══ PROVIDED ENTRIES ══

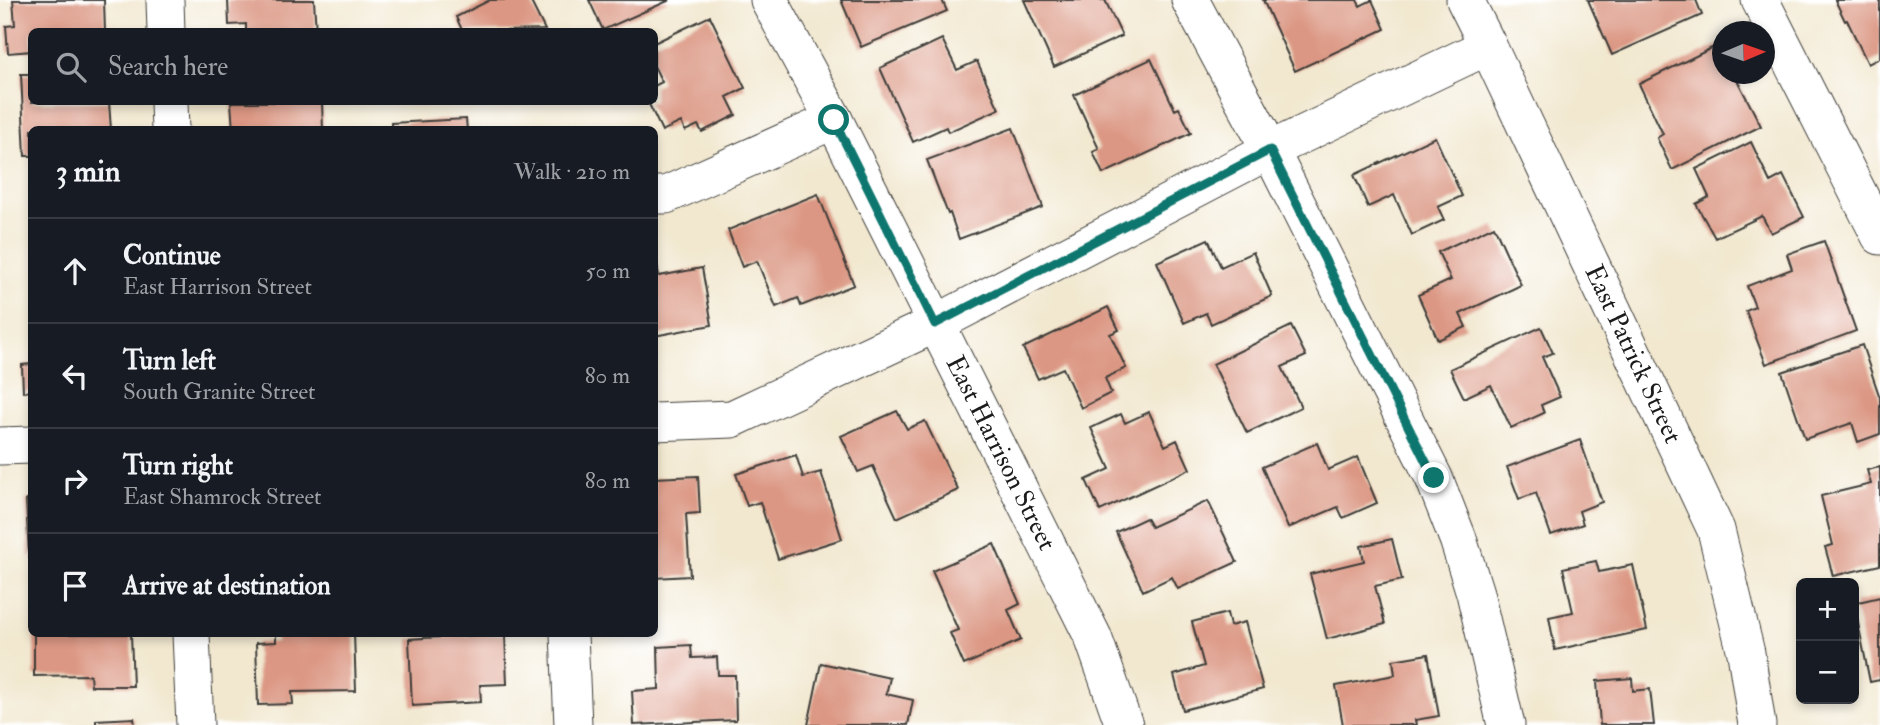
<!DOCTYPE html>
<meta charset="utf-8">
<style>
body{margin:0;font-family:"IM FELL Double Pica",serif;background:#20242c;color:#f1f3f6}
.controls{position:absolute;right:21px;bottom:21px;display:grid;overflow:hidden;border-radius:10px;box-shadow:0 4px 10px #0003}
.controls button{width:63px;height:63px;display:grid;place-items:center;padding:0;border:0;border-bottom:2px solid #363941;background:#171b24;color:#f1f3f6;font:35px sans-serif}
.compass{position:absolute;left:1712px;top:21px;width:63px;height:63px;border-radius:50%;background:#171b24;box-shadow:0 4px 10px #0003;rotate:88deg}
.stop{position:absolute;width:21px;height:21px;margin:-16px;border:5px solid #0f766e;border-radius:50%;background:#fff}
.stop.end{background:#0f766e;border-color:#fff;box-shadow:0 2px 7px #0008}
.list{margin:0;padding:0;list-style:none}
h2{display:flex;justify-content:space-between;align-items:center;height:91px;margin:0;padding:0 28px;font-size:30px}
h2 small{font-size:23px;font-weight:400;color:#9ea1a6}
.list li{display:grid;grid-template-columns:46px 1fr auto;gap:21px;align-items:center;box-sizing:border-box;height:105px;padding:0 28px;border-top:2px solid #363941}
.list b{display:block;font-size:26px;white-space:nowrap}
.list p{margin:0;font-size:23px;white-space:nowrap;color:#9ea1a6}
.list em{font-size:23px;font-style:normal;color:#9ea1a6}
.icon{flex:none;width:38px;height:38px;fill:none;stroke:currentColor;stroke-width:2;stroke-linecap:round;stroke-linejoin:round}
.map{position:relative;flex:none;width:1880px;height:725px;overflow:hidden}
.search{position:absolute;background:#171b24;box-shadow:0 4px 10px #0003;left:28px;top:28px;width:630px;height:77px;display:flex;align-items:center;gap:18px;box-sizing:border-box;padding:0 24px;border-radius:10px;color:#9ea1a6;font-size:26px}
.panel{position:absolute;background:#171b24;box-shadow:0 4px 10px #0003;left:28px;top:126px;width:630px;height:511px;border-radius:10px}
.map>svg:first-child{display:block}
.building{fill:#db9783}
.lines{fill:none;stroke-linecap:round;stroke-linejoin:round}
.street-casing{stroke:#3c3b37;stroke-width:39}
.street{stroke:#fff;stroke-width:37}
.route{stroke:#0f766e;stroke-width:9}
.labels{text-anchor:middle;dominant-baseline:central;stroke-width:7;stroke-linejoin:round;paint-order:stroke}
.street-label{font-size:26px;fill:#1c1c1c;stroke:#fff}
</style>
<div class="map">
<svg width="1880" height="725" viewBox="0 0 1880 725">
<rect width="100%" height="100%" fill="#fff"/>
<filter id="ink" filterUnits="userSpaceOnUse"><feTurbulence type="fractalNoise" baseFrequency=".0143" numOctaves="2"/><feDisplacementMap in="SourceGraphic" scale="14" xChannelSelector="R" yChannelSelector="G"/><feConvolveMatrix kernelMatrix="1 2 1 2 8 2 1 2 1" color-interpolation-filters="sRGB"/></filter>
<filter id="wash" filterUnits="userSpaceOnUse"><feTurbulence type="fractalNoise" baseFrequency=".00686" numOctaves="4" result="noise"/><feDisplacementMap in="SourceGraphic" scale="28" xChannelSelector="R" yChannelSelector="G"/><feGaussianBlur stdDeviation="1.57" result="paint"/><feColorMatrix in="noise" values="0 0 0 0 0 0 0 0 0 0 0 0 0 0 0 0 0 1.4 0 .05"/><feComposite in="paint" operator="in"/></filter>
<g filter="url(#wash)">
<rect width="100%" height="100%" fill="#f2e8d0"/>
<g id="blocks">
<path class="building" d="M13,0H104L105,32H32V51L8,53L6,26L15,25Z
M228,0H314L316,32H246V24L229,25Z
M490,0H530L545,30L463,32L456,17Z
M589,0H670L603,30Z
M841,0H942L947,11L861,47Z
M1024,0H1105L1122,36L1054,67Z
M1263,0H1357L1360,6L1372,0L1385,29L1295,71Z
M1588,0H1696L1702,15L1612,55Z
M1835,0H1880V58L1868,64L1847,20L1845,21Z
M710,16L745,88L727,97L736,115L702,132L698,125L685,131L681,122L662,131L648,102H654V86L662,82L654,66V43Z
M942,39L957,70L977,61L999,109L948,132L946,127L913,142L880,68Z
M1720,44L1722,50V74H1734L1761,126L1672,170L1657,138L1663,134L1639,84Z
M1151,59L1175,110L1179,108L1191,133L1103,174L1093,152L1099,149L1074,95Z
M21,74H32V102H109L111,130H32V156H25Z
M231,102H322L323,130H233Z
M466,119L467,130H391V123Z
M1013,128L1043,207L959,239L950,213L948,214L927,160Z
M1435,137L1462,196L1438,207L1444,220L1412,235L1394,195L1368,207L1354,175Z
M1751,142L1770,182L1783,175L1804,217L1771,233L1762,216L1715,238L1696,204L1709,197L1696,169Z
M818,194L854,285L801,306L798,298L776,307L757,261L742,267L728,230Z
M1494,226L1521,285L1460,314L1466,327L1438,340L1418,295L1451,280L1438,252Z
M1208,239L1221,267L1253,252L1272,296L1211,324L1206,313L1184,323L1157,262Z
M1824,241L1856,331L1766,364L1746,311L1755,307L1747,286L1792,269L1787,254Z
M654,264H657L659,276L702,268L712,325L654,336Z
M1108,307L1119,330L1110,334L1126,368L1105,378L1111,393L1081,408L1063,368L1038,379L1023,348Z
M1291,326L1306,356L1282,367L1301,407L1247,433L1213,364Z
M1541,327L1553,353L1542,357L1560,397L1541,405L1544,413L1511,428L1491,385L1464,398L1450,369Z
M1862,345L1880,398V434L1858,442L1852,423L1805,439L1782,372Z
M32,364V391L23,392L22,365Z
M897,411L907,429L925,421L958,490L897,518L873,466L858,472L841,436Z
M1149,412L1165,446L1177,440L1190,469L1100,511L1086,480L1110,469L1091,428L1121,414L1125,423Z
M1580,440L1602,502L1579,511L1583,524L1551,535L1536,493L1519,499L1507,467Z
M1317,443L1328,470L1358,457L1377,503L1343,518L1338,507L1288,528L1262,467Z
M796,455L803,477L821,472L842,539L778,559L760,502L747,506L736,474Z
M1880,467V565L1833,576L1825,547L1833,545L1821,496L1871,484L1867,470Z
M698,476L700,513L686,514L690,576L654,578V478Z
M32,499V556H29L26,500Z
M1208,501L1237,562L1178,589L1172,577L1143,591L1116,532L1146,518L1151,527Z
M1392,539L1402,580L1375,586L1385,624L1327,639L1310,574L1364,561L1361,546Z
M994,544L1020,604L1008,610L1021,640L964,665L950,633L958,630L932,571Z
M1596,561L1599,572L1633,565L1647,630L1555,650L1549,617L1573,612L1563,568Z
M1880,597V680L1870,682L1854,603Z
M1227,613L1230,626L1245,622L1263,689L1183,710L1174,675L1204,666L1192,622Z
M34,634H131L133,686H91L90,675L34,676Z
M276,634H354L356,691L292,692L293,704L258,705L256,643L276,642Z
M471,634H505L507,684L480,685L481,702L412,706L409,639L471,635Z
M691,645L692,658L717,657L718,675H735L736,720L634,725L632,691L659,689L658,647Z
M1428,654L1439,716L1415,720L1416,725H1343L1336,686L1395,675L1393,660Z
M821,663L890,678L886,694L913,700L908,725H808Z
M1632,678L1633,691L1650,689L1654,725H1600L1597,681Z
M134,718L135,725H96V720Z"/>
</g>
</g>
<g filter="url(#ink)">
<use href="#blocks" fill-opacity="0" stroke="#3c3b37" stroke-width="2"/>
<g class="lines">
<g class="street-casing">
<g id="street">
<path d="M165,0L166,32"/>
<path id="s1" d="M769,0L834,120L1093,637L1124,725"/>
<path d="M1190,0L1270,150L1434,478L1458,539L1475,593L1506,725"/>
<path id="s2" d="M1465,0L1488,46L1716,530L1746,653L1757,725"/>
<path d="M1760,0L1880,236"/>
<path d="M169,102L170,130"/>
<path d="M654,195H666L834,120"/>
<path d="M654,422L732,419L935,324L1270,150L1488,46"/>
<path d="M0,446L32,445"/>
<path d="M191,634L195,725"/>
<path d="M569,634L573,725"/>
</g>
</g>
<use href="#street" class="street"/>
</g>
</g>
<g class="lines" filter="url(#ink)">
<path class="route" d="M834,120L935,324L1270,150L1434,478"/>
</g>
<g class="labels">
<g class="street-label">
<text stroke="none"><textPath href="#s2" startOffset="392">East Patrick Street</textPath></text>
<text stroke="none"><textPath href="#s1" startOffset="509">East Harrison Street</textPath></text>
</g>
</g>
</svg>
<div class="controls">
<button>+</button>
<button>−</button>
</div>
<svg class="compass" viewBox="-18 -18 36 36"><path d="M0-13l5 13h-10z" fill="#e53935"/><path d="M0 13l5-13h-10z" fill="#9ea1a6"/></svg>
<div class="stop" style="left:834px;top:120px"></div>
<div class="stop end" style="left:1434px;top:478px"></div>
<div class="search"><svg class="icon" aria-label="search" viewBox="0 0 24 24"><circle cx="10" cy="10" r="6"/><path d="M15 15l6 6"/></svg>Search here</div>
<section class="panel">
<h2>3 min<small>Walk · 210 m</small></h2>
<ul class="list">
<li><svg class="icon" aria-label="ahead" viewBox="0 0 24 24"><path d="M12 20V5M6 11l6-6 6 6"/></svg><div><b>Continue</b><p>East Harrison Street</p></div><em>50 m</em></li>
<li><svg class="icon" aria-label="left" viewBox="0 0 24 24"><path d="M17 20v-9H6M10 6l-5 5 5 5"/></svg><div><b>Turn left</b><p>South Granite Street</p></div><em>80 m</em></li>
<li><svg class="icon" aria-label="right" viewBox="0 0 24 24"><path d="M7 20v-9h11M14 6l5 5-5 5"/></svg><div><b>Turn right</b><p>East Shamrock Street</p></div><em>80 m</em></li>
<li><svg class="icon" aria-label="arrive" viewBox="0 0 24 24"><path d="M6 21V4h12l-3 4 3 4H6"/></svg><div><b>Arrive at destination</b></div></li>
</ul>
</section>
</div>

═══

_INSTRUCTIONS FOR THE TASK_.
Give the number of lines in the entries that hold the string "overflow", and add nothing else.

_REPLY_.
2